A chick has a better chance of maintaining normal leg function the younger it is when treated. Untreated, a chick’s incapacity to obtain food and water on their own might result in death. If given the proper care, a chick can learn to push up, stand, and walk appropriately in less than a week, and frequently much sooner.

To give stability and enable the chick’s bones and muscles to develop and strengthen in the proper posture, the legs must be constrained, braced, or “hobbled.”

A brace can be made from any number of materials, including bandages, rubber bands, yarn, and tape. VetRap is my preferred option. It is simple to apply, sticks to itself, adheres firmly, doesn’t obstruct blood flow when used properly, won’t harm skin or leg feathers, is simple to take off, and has just the right amount of stretch to enable the chick to practice walking.

Just below the knee joint, I carefully wrap each leg with two little pieces of VetRap, being careful not to wrap too tightly. There is no need for tape because it sticks to itself. These anchors, in my opinion, make switching out the brace simpler. I then cut a lengthy piece (about 6-7) to join the legs. The chick should be supported by legs that are placed somewhat wider than typical and with some room between them so that it may move around a little. Every day, the brace should be taken off so you can check your progress and make any necessary adjustments. Make sure that the area that touches the legs doesn’t impede blood flow. The brace is too tight if the chicken’s legs have dents in them. Allow increasing space between the legs as the chick’s legs develop until it is obvious that assistance is no longer required.
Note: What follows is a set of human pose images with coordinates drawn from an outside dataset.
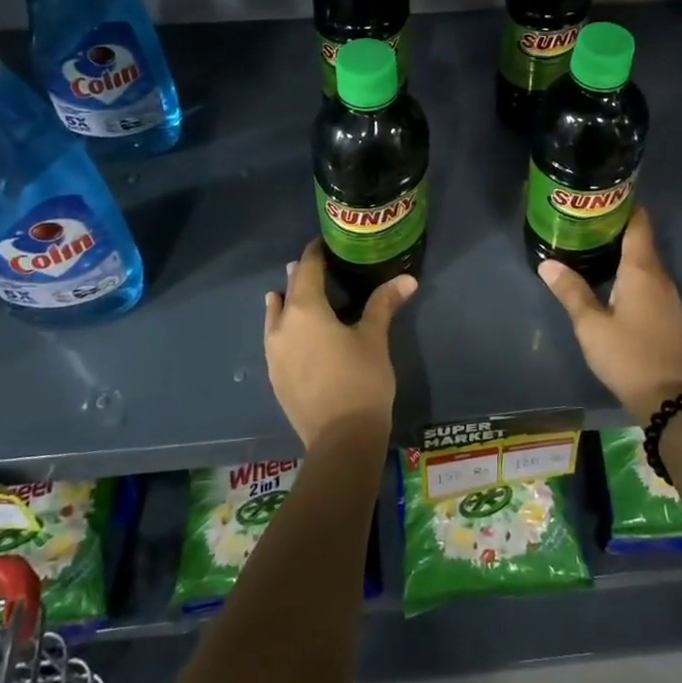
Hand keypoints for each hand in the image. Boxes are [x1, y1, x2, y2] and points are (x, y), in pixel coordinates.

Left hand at [264, 240, 414, 448]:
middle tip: (315, 264)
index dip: (315, 253)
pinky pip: (275, 339)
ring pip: (275, 316)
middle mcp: (282, 326)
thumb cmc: (360, 380)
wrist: (340, 439)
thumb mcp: (374, 338)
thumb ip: (384, 304)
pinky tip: (292, 333)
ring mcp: (274, 354)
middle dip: (301, 276)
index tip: (324, 243)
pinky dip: (283, 327)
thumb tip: (407, 279)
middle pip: (289, 291)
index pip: (307, 269)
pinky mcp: (275, 376)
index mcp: (305, 310)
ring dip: (285, 301)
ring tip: (292, 293)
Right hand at [538, 207, 681, 424]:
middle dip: (616, 228)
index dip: (623, 206)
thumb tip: (547, 263)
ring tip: (593, 246)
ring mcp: (669, 297)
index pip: (638, 224)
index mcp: (642, 270)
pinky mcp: (669, 315)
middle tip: (585, 221)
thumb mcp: (591, 325)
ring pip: (646, 263)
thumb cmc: (627, 355)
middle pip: (641, 241)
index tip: (602, 196)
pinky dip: (631, 273)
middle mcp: (660, 277)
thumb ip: (571, 291)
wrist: (669, 399)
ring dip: (624, 252)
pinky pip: (649, 281)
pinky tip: (612, 281)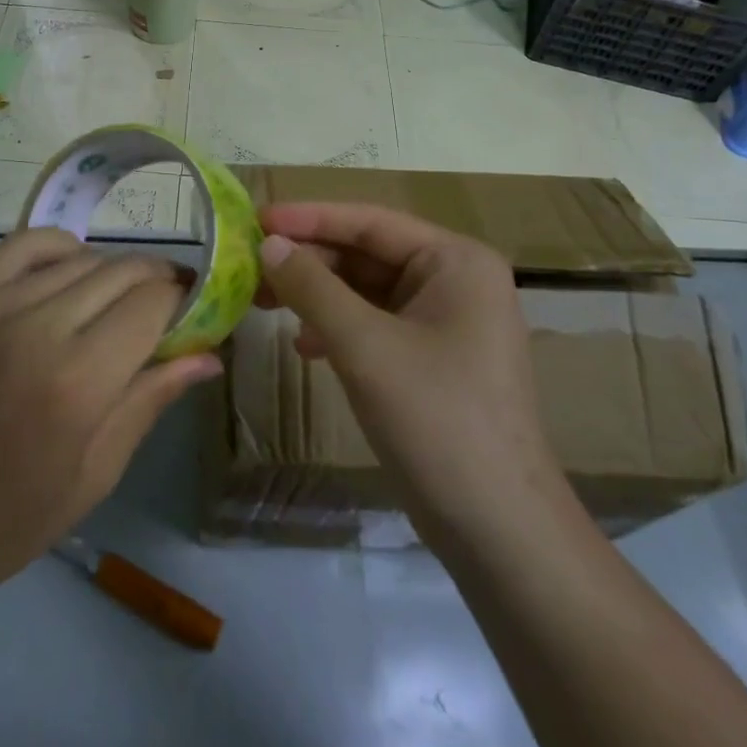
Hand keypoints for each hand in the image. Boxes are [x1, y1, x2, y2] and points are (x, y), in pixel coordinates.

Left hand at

Although the wrap work is not perfect, it was too amusing not to share.

Police! Let me see your hands.

Chicks in rehabilitation must be watched around water since they could drown. At initially, they will need help drinking. I added stones to the water to keep everyone safe. (The funnel just serves to discourage chicks from standing in the dish until they figure out how to knock it over.)


Short physical treatment sessions aid in improving balance and leg muscles. When a woman needs to regain her balance, support her body and let her push up. Reduce the help supplied as it learns to stand on its own as you gradually lessen it as it gets its balance. It’s crucial to schedule one-minute sessions 6–8 times throughout the first day.
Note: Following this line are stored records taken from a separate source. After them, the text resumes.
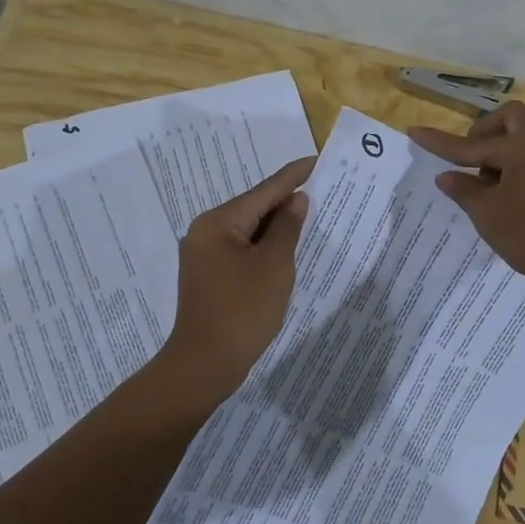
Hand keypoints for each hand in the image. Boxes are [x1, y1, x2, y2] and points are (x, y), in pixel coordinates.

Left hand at [161, 155, 315, 402]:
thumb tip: (295, 201)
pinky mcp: (208, 274)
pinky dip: (264, 246)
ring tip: (309, 216)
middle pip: (253, 207)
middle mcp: (205, 231)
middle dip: (286, 201)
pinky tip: (285, 249)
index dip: (293, 176)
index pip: (264, 191)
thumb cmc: (243, 311)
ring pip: (248, 230)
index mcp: (218, 222)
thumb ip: (287, 228)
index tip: (316, 160)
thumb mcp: (274, 266)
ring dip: (276, 226)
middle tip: (320, 190)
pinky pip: (241, 249)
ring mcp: (204, 254)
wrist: (205, 364)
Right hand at [409, 101, 524, 293]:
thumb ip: (465, 190)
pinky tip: (507, 197)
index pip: (471, 144)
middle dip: (483, 133)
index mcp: (521, 147)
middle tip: (470, 160)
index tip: (414, 132)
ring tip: (486, 187)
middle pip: (509, 119)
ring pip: (524, 139)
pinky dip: (516, 167)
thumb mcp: (488, 215)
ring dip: (500, 152)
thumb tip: (447, 176)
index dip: (440, 142)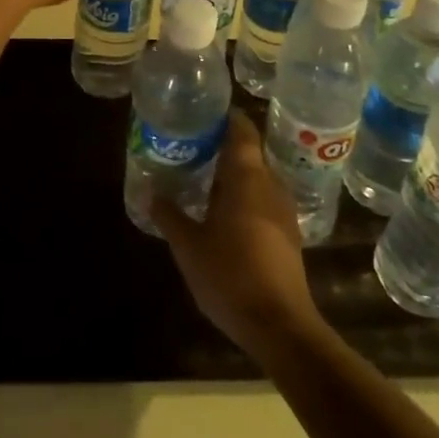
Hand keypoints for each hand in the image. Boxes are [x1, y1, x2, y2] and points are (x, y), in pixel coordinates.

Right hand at [151, 112, 324, 358]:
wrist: (280, 325)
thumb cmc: (230, 275)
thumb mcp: (189, 246)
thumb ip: (169, 215)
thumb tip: (151, 192)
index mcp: (247, 177)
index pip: (241, 129)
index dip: (224, 117)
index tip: (201, 112)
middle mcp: (270, 184)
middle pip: (248, 152)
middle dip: (221, 146)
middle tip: (190, 146)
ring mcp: (283, 210)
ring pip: (256, 177)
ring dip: (232, 174)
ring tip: (200, 176)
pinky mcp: (287, 233)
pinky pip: (263, 199)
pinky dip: (243, 196)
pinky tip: (221, 212)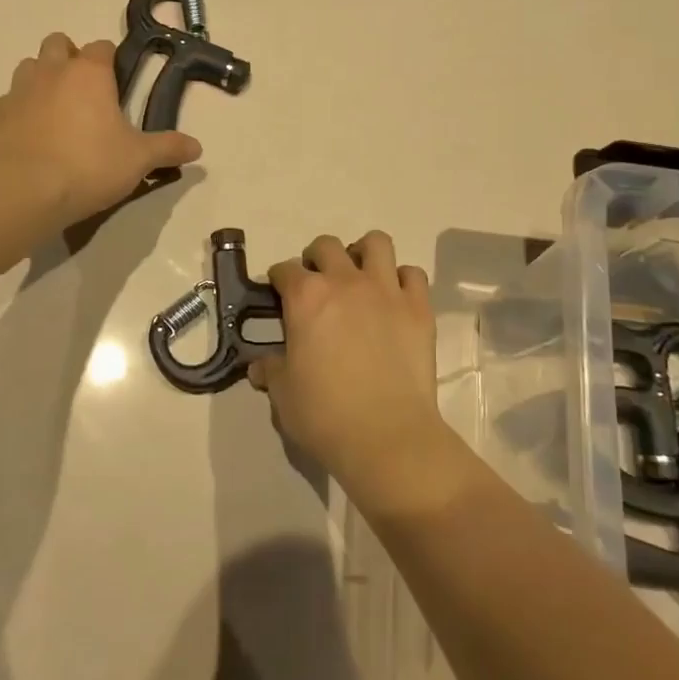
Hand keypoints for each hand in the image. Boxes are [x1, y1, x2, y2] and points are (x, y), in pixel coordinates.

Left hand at [0, 33, 200, 222]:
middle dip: (71, 58)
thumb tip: (197, 147)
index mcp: (90, 73)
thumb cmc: (91, 165)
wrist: (28, 191)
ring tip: (57, 109)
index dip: (111, 61)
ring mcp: (20, 90)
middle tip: (85, 92)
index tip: (118, 84)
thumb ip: (168, 148)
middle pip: (58, 43)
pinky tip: (33, 132)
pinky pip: (11, 99)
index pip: (102, 46)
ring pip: (30, 66)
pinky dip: (22, 108)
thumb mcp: (139, 159)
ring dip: (43, 77)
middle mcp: (52, 71)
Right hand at [248, 232, 452, 500]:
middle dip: (317, 258)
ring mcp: (386, 290)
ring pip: (376, 243)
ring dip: (363, 254)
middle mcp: (345, 281)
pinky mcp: (418, 308)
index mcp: (306, 297)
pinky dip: (402, 280)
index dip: (279, 280)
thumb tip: (260, 366)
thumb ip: (271, 371)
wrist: (387, 436)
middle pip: (327, 246)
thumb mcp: (283, 395)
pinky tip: (394, 299)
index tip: (279, 295)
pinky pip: (412, 274)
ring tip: (359, 276)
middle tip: (317, 285)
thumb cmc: (325, 415)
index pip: (285, 270)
Crooked toes can result from the majority of the spraddle leg causes outlined above. According to Gail Damerow in The Chicken Encyclopedia, newly hatched chicks who have too little room in the incubator may attempt to stand up and move around before their fragile bones are prepared for the activity, which can result in them bending their toes. When handled right away, crooked toes in chicks don’t cause debilitation and are simple to fix.

Create a chick sandal out of light cardboard (little heavier than oak tag paper) and trace it around the foot to correct crooked toes (either mitten-style or glove-style as shown below). Cut pipe cleaners, wooden skewers, or coffee stirrers to the length of the toe, taking care to avoid their sharp ends. Attach the skewers/pipe cleaners to the toes firmly enough that the splint won’t move but loosely enough that circulation isn’t impeded using very small strips of VetRap. Add the cardboard sandal to the foot’s bottom by VetRapping it there.

In contrast to alternative solutions like tape, the VetRap offers traction to prevent slipping and is simpler to use. In general, a chick’s response to therapy is quicker the younger she is. After a day or two in the sandals, the toes typically stay straight, but it can take a little longer for the bones to harden in the proper position.

Here is a cast I made of deformed toes. HOW TO: Just slightly bigger than the chick’s footprint, cut two Vetrap squares. Have the chick stand on one square with her toes in the appropriate positions on a flat surface. Align the second Vetrap square with the first one and place it on top of the toes. To make the Vetrap pieces adhere together, press the pieces close to each toe. Trim the Vetrap carefully around the toes using scissors, then make miniature casts by gently pinching the Vetrap up above the toes.